-- What you need to do --
When you reach the line containing "ring pip: (281, 218)" in the entries below, start writing out each line exactly, and stop after the line containing "middle tip: (201, 244)".

☆ ☆ ☆

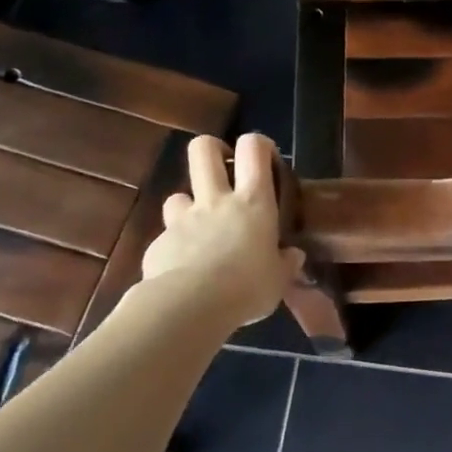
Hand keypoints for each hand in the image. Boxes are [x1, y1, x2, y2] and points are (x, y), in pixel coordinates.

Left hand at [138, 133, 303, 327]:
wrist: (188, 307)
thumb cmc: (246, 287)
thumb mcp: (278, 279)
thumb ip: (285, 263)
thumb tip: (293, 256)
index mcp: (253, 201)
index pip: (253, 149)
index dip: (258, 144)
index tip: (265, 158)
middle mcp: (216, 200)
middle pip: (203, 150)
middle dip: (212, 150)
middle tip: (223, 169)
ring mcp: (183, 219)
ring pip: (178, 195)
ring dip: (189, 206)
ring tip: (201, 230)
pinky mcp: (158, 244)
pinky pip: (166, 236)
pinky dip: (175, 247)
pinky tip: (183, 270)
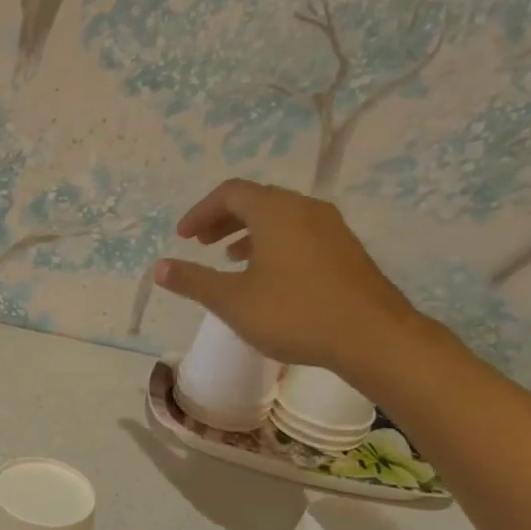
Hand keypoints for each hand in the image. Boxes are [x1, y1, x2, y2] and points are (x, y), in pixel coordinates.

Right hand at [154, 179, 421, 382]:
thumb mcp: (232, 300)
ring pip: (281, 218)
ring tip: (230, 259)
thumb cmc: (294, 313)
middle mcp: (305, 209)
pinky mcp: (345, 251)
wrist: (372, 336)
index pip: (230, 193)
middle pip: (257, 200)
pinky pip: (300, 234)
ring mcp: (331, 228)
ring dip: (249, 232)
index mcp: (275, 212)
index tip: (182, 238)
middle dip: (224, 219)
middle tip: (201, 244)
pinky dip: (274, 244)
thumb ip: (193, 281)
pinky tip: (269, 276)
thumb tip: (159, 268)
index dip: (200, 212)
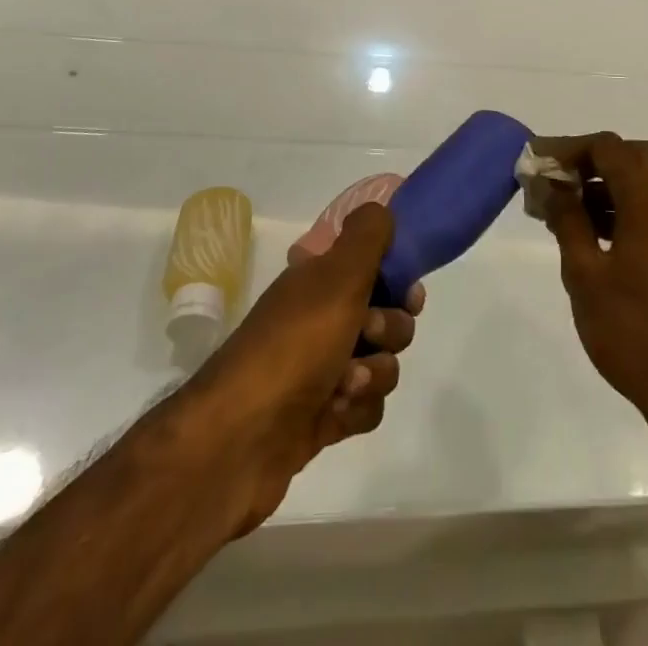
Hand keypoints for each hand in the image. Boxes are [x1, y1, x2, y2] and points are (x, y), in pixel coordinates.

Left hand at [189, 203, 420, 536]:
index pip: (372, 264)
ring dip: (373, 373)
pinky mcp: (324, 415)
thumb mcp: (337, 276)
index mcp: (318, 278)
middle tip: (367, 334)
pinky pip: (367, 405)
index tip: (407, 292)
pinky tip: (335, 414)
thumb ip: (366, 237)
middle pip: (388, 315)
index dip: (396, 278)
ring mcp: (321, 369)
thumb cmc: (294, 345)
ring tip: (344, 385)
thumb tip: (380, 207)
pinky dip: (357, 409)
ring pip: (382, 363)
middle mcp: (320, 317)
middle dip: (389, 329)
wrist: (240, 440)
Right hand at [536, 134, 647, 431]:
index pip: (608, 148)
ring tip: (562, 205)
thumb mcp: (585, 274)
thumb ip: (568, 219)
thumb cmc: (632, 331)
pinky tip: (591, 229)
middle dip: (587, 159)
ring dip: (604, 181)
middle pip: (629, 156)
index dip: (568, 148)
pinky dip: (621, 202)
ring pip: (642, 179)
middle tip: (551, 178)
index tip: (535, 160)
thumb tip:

☆ ☆ ☆

-- Answer box --
ring pip: (281, 218)
ring tip: (230, 259)
thumb cmc: (294, 313)
middle mcp: (305, 209)
pinky mcp: (345, 251)
wrist: (372, 336)
index pip: (230, 193)
middle pip: (257, 200)
pinky pip: (300, 234)
ring mcp: (331, 228)
ring dip: (249, 232)
index mcp: (275, 212)
index tip: (182, 238)
middle dip: (224, 219)
middle tip: (201, 244)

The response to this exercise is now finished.